Roger Michell, the much-admired director of films including Notting Hill, Venus and My Cousin Rachel, has died.

A statement from Michell’s publicist confirmed the news, saying: “It is with great sadness that the family of Roger Michell, director, writer and father of Harry, Rosie, Maggie and Sparrow, announce his death at the age of 65 on 22 September.”

A cause of death was not given.

Michell’s best known film was Notting Hill, the romcom written by Richard Curtis and starring Julia Roberts and Hugh Grant in 1999. The film was a huge commercial success and was nominated for three Golden Globes.

Other films included 2002’s Changing Lanes with Ben Affleck and Samuel L Jackson, Venus, the last film of Peter O’Toole, and two films with Daniel Craig: The Mother, in 2002, and an adaptation of Ian McEwan’s Enduring Love the following year.

Michell was in negotiations to direct Craig in the 2006 James Bond film Quantum of Solace but jumped ship shortly before production, citing concerns over the script.
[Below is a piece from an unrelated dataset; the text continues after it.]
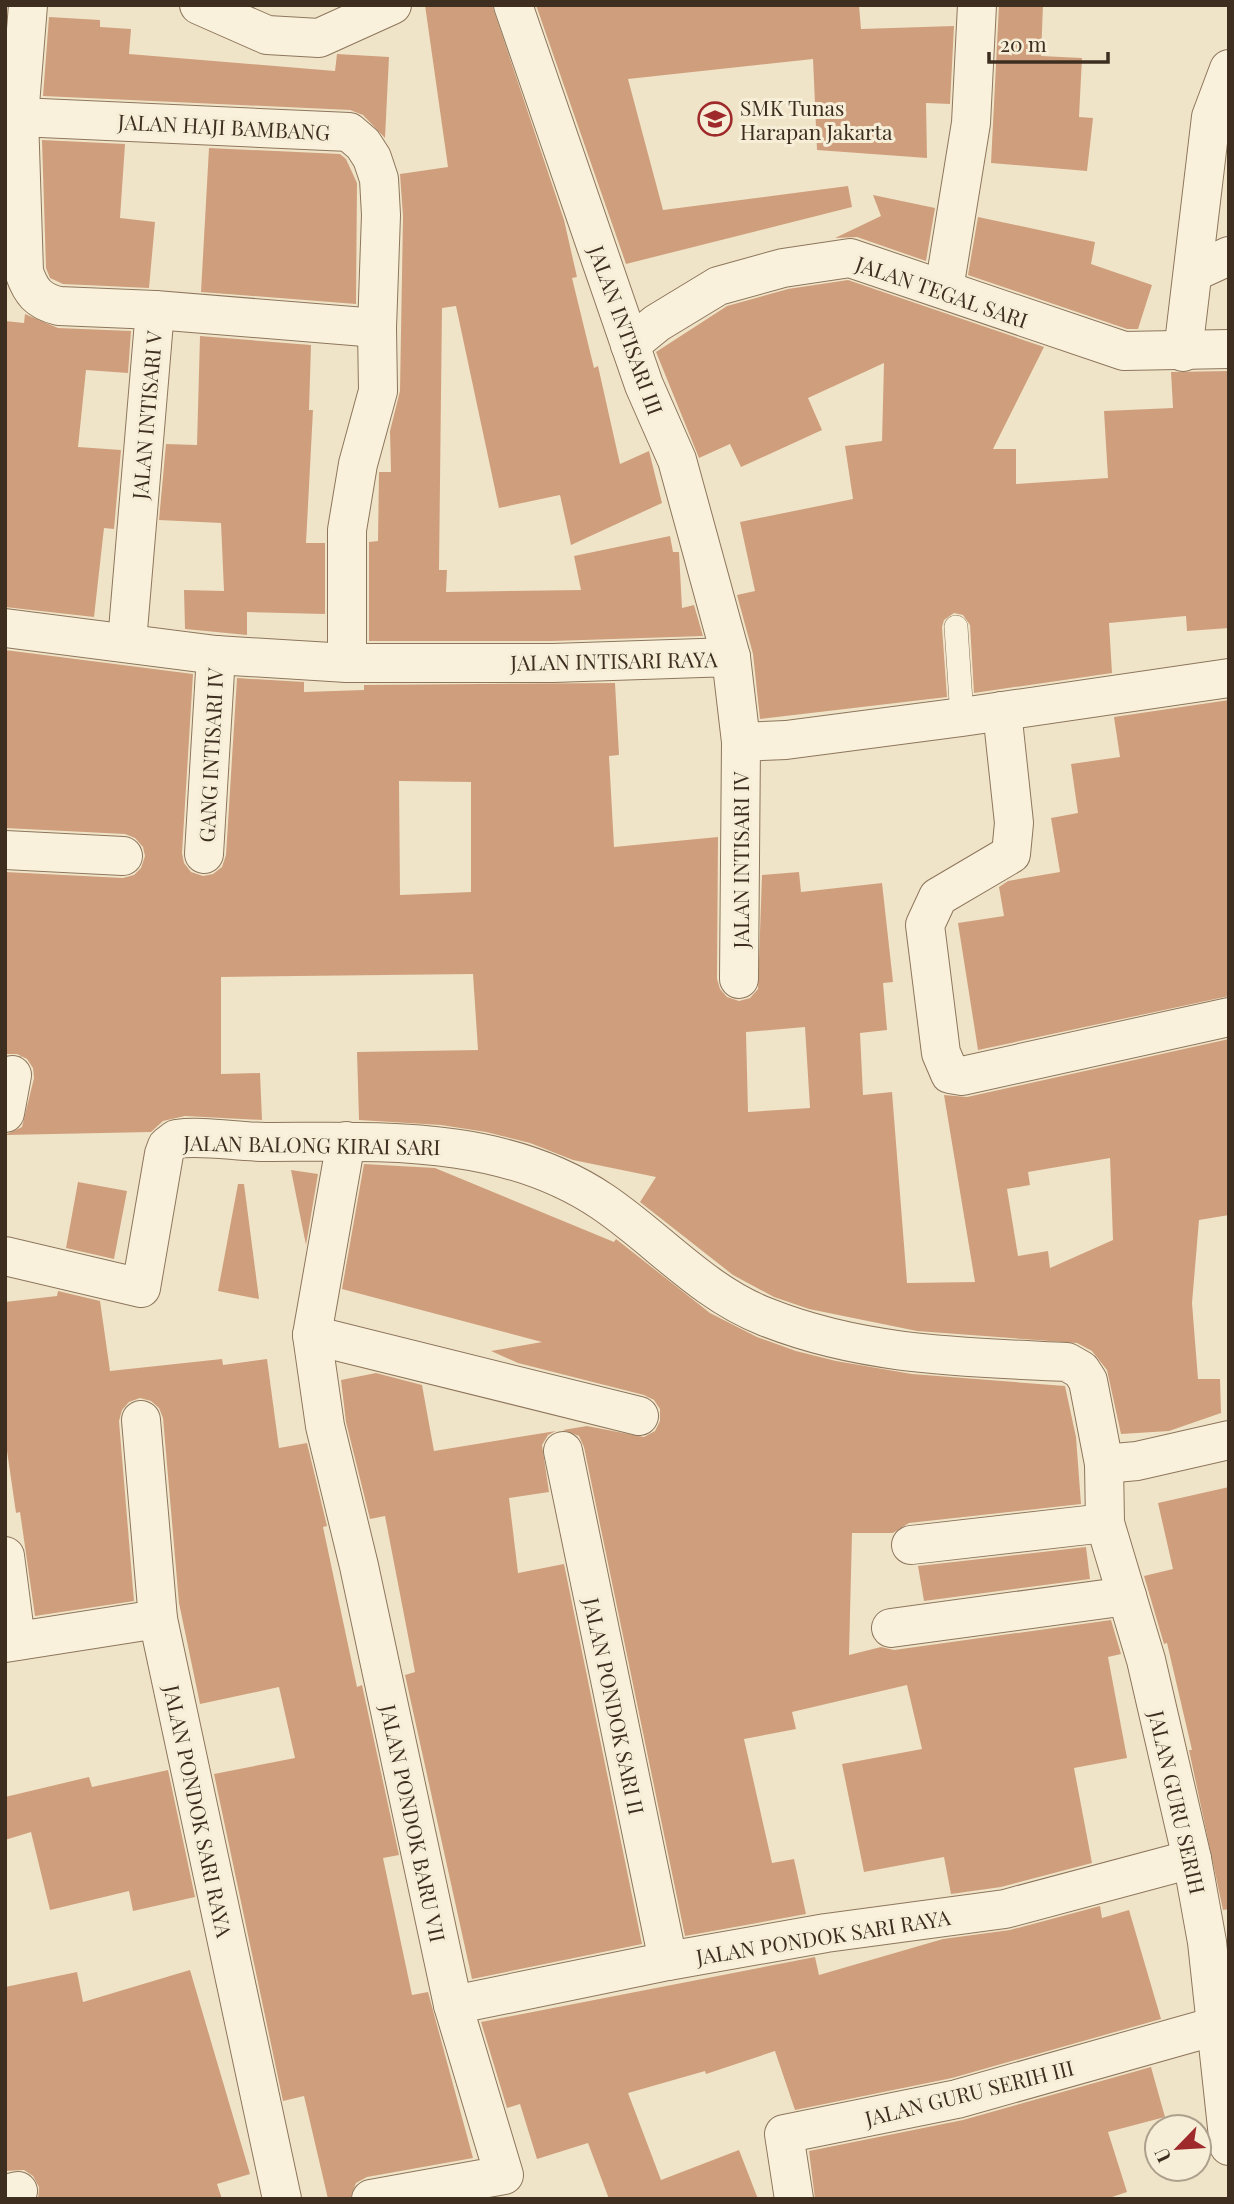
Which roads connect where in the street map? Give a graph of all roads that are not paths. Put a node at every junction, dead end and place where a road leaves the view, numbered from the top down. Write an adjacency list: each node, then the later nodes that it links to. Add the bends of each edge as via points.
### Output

He also pulled out of directing Captain Corelli’s Mandolin after suffering a heart attack in 1999, shortly after the release of Notting Hill (the closing scene of which shows Grant’s character reading the novel).

Born in South Africa and educated at Cambridge, Michell began his career in theatre, becoming an assistant director at the Royal Court, where he worked with John Osborne and Samuel Beckett. Contemporaries included Antonia Bird, Simon Curtis, Danny Boyle and frequent collaborator Hanif Kureishi.

After a six-year stint at the Royal Shakespeare Company he joined the BBC as part of their new directors scheme, making his mark with a version of Kureshi’s The Buddha of Suburbia, as well as a landmark adaptation of Jane Austen’s Persuasion and a televised take on his award-winning production of My Night with Reg.

Michell directed numerous key productions at the National Theatre, including Blue/Orange with Bill Nighy, Andrew Lincoln and Chiwetel Ejiofor and Nina Raine’s Consent. He also continued to work in television: the mini-series The Lost Honour of Christopher Jefferies, scripted by Peter Morgan and starring Jason Watkins, won Michell a second Bafta in 2014.

He worked with Bill Murray on FDR drama Hyde Park on Hudson, and again with Kureishi on Le Week-End. His 2017 version of My Cousin Rachel, starring Sam Claflin and Rachel Weisz, was released to considerable acclaim, while The Duke, based on a real-life art heist and starring Helen Mirren and Jim Broadbent, won raves when it premiered at the Venice film festival in 2020.

Michell was married to the actor-turned-lawyer Kate Buffery, with whom he had two children, Rosanna and Harry. After their divorce, he married the actor Anna Maxwell Martin, with whom he had two daughters, Maggie and Nancy. The pair separated last year.

A universally liked figure, Michell’s apparently sudden death was met with shock in the industry. Three weeks ago, he was discussing working on a new documentary while screening The Duke at the Telluride film festival in Colorado. A 2018 move into nonfiction, Nothing Like a Dame – in which Judi Dench, Maggie Smith, Eileen Atkins and Joan Plowright swap stories – had also met with a raft of five-star reviews.